野生的莲藕,清香扑鼻,沈清然没有鉴定品质好坏的能力,就是单纯觉得天降横财,喜不自胜。
尽管这笔横财只是三根莲藕。
但对一个四体不勤不愿种田的人来说,还有比天上掉粮食更高兴的事吗?
沈清然忘记鱼塘的水有多冰凉,心里歌颂了一百遍鱼塘,然后遗憾了一秒钟。
虽然鱼塘产藕很美味,但为了恶心姓潘的,别怪他把鱼塘变成生化武器池。
沈清然想了一下那个画面,控制不住地嘴角上扬。
就是可能会得罪女主。
沈清然冷静地想了想,下午就去找女主通个气,若是女主维护他哥,那他也不必舔着脸抱大腿。
太没骨气,他只要在薛匪风面前没骨气就够了。
薛匪风可太好了,无论发生了什么事,从不叫他失望。
……
午饭早就凉了,薛匪风把饭和菜每样盛了一点,拢在一个盘子隔水加热。
从山外回来后,做饭这件事变成五五开。
两个人手艺相当,一样难吃,谁也不能嫌弃谁。
沈清然吃着米饭配煎蛋,薛匪风就看着他吃,面前空空如也。
“你怎么不吃?”
沈清然连笔带划地问,从池塘回来,薛匪风情绪便一直不高,眉头紧锁,仿佛遇见这辈子最棘手的问题。

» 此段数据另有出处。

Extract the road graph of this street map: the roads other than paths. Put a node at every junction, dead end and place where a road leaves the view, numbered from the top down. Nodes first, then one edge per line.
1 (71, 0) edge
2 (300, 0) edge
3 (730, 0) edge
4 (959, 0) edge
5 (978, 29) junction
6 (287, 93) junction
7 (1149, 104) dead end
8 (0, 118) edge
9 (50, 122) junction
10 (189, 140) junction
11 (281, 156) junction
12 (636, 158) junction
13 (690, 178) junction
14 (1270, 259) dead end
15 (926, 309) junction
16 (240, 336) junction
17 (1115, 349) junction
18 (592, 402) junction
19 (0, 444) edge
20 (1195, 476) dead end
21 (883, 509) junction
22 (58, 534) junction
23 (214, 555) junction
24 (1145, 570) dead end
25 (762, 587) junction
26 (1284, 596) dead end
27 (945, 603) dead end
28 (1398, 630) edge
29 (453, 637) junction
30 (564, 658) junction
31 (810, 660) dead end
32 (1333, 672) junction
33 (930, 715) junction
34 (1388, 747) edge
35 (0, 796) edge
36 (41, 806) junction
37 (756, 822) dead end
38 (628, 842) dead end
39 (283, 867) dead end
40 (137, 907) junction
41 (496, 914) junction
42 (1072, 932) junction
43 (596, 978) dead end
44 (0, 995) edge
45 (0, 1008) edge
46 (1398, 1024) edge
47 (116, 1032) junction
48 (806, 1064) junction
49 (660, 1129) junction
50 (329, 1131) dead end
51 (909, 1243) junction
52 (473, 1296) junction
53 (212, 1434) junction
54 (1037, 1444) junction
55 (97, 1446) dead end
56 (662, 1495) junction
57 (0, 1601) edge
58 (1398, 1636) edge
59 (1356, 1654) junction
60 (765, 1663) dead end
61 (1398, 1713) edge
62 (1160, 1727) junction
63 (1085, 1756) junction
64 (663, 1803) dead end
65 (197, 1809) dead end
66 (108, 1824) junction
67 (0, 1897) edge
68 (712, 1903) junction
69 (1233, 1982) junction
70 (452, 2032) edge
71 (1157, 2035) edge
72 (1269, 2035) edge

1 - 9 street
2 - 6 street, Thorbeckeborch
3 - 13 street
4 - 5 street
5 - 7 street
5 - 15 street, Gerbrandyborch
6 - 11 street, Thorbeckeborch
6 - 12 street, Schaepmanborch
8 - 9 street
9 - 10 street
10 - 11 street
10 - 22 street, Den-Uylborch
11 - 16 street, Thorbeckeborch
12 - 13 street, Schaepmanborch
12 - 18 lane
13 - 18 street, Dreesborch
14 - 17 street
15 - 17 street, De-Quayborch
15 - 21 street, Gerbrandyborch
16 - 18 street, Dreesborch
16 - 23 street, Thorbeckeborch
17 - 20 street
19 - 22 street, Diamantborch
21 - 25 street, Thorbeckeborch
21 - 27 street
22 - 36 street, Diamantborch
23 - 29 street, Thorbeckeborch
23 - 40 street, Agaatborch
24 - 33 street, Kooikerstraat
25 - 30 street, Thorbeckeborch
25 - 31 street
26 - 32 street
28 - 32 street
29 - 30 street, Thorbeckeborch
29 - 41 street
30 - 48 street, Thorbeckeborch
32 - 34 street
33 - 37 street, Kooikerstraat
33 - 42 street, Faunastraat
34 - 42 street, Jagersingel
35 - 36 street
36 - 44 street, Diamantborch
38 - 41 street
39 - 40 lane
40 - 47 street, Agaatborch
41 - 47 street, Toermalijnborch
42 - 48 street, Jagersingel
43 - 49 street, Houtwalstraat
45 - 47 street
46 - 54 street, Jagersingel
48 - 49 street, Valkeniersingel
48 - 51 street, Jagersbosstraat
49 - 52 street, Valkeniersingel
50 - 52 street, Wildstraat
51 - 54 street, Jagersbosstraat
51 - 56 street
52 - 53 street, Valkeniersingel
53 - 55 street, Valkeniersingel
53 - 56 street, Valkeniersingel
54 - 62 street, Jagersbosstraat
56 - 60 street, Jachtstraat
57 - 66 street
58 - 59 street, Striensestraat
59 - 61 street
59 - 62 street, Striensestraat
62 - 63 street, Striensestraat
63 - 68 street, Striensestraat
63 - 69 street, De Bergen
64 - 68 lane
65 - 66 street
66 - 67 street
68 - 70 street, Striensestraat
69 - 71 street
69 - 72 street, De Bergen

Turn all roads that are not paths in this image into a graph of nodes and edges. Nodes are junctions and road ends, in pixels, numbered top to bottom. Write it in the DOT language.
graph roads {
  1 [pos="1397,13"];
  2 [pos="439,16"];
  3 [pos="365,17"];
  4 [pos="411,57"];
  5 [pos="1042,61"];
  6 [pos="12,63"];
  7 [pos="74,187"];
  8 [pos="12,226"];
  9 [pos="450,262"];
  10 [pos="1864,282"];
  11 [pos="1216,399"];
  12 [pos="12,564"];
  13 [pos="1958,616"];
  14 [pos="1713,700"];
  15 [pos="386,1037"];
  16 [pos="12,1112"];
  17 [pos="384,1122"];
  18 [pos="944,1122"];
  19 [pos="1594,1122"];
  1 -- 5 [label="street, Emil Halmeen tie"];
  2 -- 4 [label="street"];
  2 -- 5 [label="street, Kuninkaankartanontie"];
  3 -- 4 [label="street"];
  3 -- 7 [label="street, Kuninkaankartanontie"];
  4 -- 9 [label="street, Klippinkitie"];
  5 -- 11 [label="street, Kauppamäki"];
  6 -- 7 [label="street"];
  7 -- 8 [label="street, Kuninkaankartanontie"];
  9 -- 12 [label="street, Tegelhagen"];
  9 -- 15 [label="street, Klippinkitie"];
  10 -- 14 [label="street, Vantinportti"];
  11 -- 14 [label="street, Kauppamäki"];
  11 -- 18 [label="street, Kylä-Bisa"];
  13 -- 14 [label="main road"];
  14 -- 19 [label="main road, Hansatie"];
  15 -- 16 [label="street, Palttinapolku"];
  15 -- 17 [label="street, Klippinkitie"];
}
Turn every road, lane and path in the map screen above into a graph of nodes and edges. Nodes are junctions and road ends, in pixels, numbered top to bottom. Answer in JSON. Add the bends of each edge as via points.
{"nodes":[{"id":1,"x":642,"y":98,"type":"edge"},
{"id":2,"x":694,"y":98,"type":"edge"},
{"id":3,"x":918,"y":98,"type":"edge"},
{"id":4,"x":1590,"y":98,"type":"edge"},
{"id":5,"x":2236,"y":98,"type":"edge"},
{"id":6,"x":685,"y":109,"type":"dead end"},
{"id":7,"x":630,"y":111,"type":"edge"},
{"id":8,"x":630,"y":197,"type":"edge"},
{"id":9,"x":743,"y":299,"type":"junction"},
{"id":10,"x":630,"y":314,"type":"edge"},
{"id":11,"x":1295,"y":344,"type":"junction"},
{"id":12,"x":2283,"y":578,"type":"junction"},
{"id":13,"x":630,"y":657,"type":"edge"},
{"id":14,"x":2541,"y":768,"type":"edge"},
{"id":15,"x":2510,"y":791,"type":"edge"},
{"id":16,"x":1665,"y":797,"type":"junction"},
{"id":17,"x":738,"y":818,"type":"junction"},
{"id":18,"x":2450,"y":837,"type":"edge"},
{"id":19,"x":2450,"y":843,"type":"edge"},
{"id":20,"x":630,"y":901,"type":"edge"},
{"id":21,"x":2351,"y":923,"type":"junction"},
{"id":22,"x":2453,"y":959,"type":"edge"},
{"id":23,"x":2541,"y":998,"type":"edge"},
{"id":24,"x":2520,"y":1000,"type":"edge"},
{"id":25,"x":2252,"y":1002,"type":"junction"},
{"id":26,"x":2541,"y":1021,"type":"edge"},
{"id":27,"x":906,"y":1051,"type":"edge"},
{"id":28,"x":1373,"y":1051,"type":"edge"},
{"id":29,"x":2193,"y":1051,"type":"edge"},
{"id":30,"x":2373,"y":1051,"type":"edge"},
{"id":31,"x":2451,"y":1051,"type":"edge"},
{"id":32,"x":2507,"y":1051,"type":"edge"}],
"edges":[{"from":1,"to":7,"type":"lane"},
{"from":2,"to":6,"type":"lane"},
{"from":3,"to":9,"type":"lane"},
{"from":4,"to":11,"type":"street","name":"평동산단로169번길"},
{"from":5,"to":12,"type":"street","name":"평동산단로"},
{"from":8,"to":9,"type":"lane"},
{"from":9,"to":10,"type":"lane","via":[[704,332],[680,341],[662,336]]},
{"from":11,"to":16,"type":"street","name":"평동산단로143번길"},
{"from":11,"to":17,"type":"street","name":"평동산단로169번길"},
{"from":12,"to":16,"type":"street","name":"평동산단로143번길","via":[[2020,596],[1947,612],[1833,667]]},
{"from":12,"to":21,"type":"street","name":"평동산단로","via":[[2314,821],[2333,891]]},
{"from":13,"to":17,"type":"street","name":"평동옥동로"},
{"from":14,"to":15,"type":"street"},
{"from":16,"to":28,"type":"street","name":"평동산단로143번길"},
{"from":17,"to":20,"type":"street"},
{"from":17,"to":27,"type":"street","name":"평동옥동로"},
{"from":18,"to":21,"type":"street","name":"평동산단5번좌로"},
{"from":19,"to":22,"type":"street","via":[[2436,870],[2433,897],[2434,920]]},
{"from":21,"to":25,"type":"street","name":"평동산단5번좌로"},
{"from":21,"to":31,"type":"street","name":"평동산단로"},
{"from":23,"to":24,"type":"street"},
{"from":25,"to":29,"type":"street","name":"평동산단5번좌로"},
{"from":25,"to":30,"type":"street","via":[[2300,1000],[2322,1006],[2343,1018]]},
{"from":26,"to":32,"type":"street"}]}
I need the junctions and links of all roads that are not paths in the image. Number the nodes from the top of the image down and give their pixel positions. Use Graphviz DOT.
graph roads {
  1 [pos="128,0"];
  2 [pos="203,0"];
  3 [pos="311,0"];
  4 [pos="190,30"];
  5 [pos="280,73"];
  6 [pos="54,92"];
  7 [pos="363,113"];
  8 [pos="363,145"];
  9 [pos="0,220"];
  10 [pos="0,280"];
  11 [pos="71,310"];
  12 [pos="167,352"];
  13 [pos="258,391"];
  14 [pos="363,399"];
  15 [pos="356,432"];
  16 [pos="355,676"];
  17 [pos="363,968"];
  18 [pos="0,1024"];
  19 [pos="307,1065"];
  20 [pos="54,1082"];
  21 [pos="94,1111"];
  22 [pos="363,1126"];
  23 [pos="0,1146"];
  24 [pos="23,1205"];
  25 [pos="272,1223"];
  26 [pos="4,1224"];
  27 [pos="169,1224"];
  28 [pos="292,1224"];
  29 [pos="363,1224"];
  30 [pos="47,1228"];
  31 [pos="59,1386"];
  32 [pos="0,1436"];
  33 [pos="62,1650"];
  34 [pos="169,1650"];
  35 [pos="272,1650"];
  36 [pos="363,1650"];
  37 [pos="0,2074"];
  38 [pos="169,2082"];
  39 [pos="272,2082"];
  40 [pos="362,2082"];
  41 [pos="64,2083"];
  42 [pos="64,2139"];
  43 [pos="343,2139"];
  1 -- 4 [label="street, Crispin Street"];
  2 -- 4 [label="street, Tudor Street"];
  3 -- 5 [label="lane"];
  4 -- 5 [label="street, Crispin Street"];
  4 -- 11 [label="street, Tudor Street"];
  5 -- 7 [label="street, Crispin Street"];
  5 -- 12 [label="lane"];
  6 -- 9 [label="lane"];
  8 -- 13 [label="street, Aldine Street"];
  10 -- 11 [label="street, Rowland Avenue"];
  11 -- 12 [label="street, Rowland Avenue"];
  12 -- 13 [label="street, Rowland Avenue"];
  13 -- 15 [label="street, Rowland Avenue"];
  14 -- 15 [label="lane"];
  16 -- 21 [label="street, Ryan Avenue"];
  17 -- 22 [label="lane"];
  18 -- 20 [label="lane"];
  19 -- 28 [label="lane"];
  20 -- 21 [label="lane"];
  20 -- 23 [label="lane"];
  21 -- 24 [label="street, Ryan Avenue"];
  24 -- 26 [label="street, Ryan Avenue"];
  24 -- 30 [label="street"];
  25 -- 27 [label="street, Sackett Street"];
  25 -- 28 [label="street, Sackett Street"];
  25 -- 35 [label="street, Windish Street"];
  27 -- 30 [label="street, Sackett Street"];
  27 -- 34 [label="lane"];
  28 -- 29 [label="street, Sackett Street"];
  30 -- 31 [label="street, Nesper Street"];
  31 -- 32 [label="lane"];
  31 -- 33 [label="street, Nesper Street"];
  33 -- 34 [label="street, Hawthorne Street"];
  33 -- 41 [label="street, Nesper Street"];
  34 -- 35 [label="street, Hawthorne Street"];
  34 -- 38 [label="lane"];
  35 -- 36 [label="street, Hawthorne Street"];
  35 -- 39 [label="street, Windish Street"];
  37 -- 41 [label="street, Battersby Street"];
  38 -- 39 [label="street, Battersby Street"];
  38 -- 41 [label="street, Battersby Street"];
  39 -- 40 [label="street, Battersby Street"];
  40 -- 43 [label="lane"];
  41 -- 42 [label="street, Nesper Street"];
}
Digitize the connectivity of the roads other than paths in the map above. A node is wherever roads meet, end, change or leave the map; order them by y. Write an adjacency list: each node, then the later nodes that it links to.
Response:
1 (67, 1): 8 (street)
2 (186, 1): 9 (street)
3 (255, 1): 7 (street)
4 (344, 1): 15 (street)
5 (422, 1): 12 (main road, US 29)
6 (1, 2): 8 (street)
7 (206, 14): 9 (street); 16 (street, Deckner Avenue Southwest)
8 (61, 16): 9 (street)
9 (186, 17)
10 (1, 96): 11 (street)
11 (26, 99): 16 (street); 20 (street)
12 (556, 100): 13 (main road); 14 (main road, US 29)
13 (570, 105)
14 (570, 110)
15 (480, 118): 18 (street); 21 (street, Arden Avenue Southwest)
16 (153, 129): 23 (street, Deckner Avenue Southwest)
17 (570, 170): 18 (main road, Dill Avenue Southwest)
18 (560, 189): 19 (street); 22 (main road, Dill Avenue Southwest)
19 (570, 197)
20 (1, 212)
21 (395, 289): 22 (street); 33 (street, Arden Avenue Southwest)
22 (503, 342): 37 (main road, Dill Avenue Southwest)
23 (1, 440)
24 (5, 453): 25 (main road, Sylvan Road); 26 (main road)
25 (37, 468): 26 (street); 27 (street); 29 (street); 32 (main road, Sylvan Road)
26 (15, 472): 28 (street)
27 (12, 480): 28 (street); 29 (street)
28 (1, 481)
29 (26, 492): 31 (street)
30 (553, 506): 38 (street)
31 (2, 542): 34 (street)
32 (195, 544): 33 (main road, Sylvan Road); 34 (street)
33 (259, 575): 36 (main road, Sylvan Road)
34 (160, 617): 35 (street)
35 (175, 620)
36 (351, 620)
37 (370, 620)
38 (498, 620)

在沈清然眼里,没有什么问题能难倒薛匪风,他不由得跟着忧心,把头凑过去,眼含担忧地看向薛匪风的眼睛,试图看清楚一些。
一下子凑得太猛,两人间距离不剩一指,四目相对,清浅的呼吸交叉,近得仿佛下一秒就能亲上。
沈清然骤然屏住呼吸,红了眼梢,他小喘着气坐回自己的椅子,一动也不敢动。
眼梢红,嘴巴也红。
怎么回事?
他是不是对薛匪风的口水过敏?凡是被薛匪风亲过的地方,第二次只是稍稍凑近那么一点,就炎炎发热,臊得心慌。
殊不知自己脸蛋也煮熟了的沈清然,飞快地下了结论。
就是过敏。
第二次接触过敏源,反应这么剧烈!
以后要离远点。
……
薛匪风目光从他的眼角眉梢嘴唇脸蛋勾画了一圈,艰难地移开目光,在放纵沉溺的边缘过关斩将。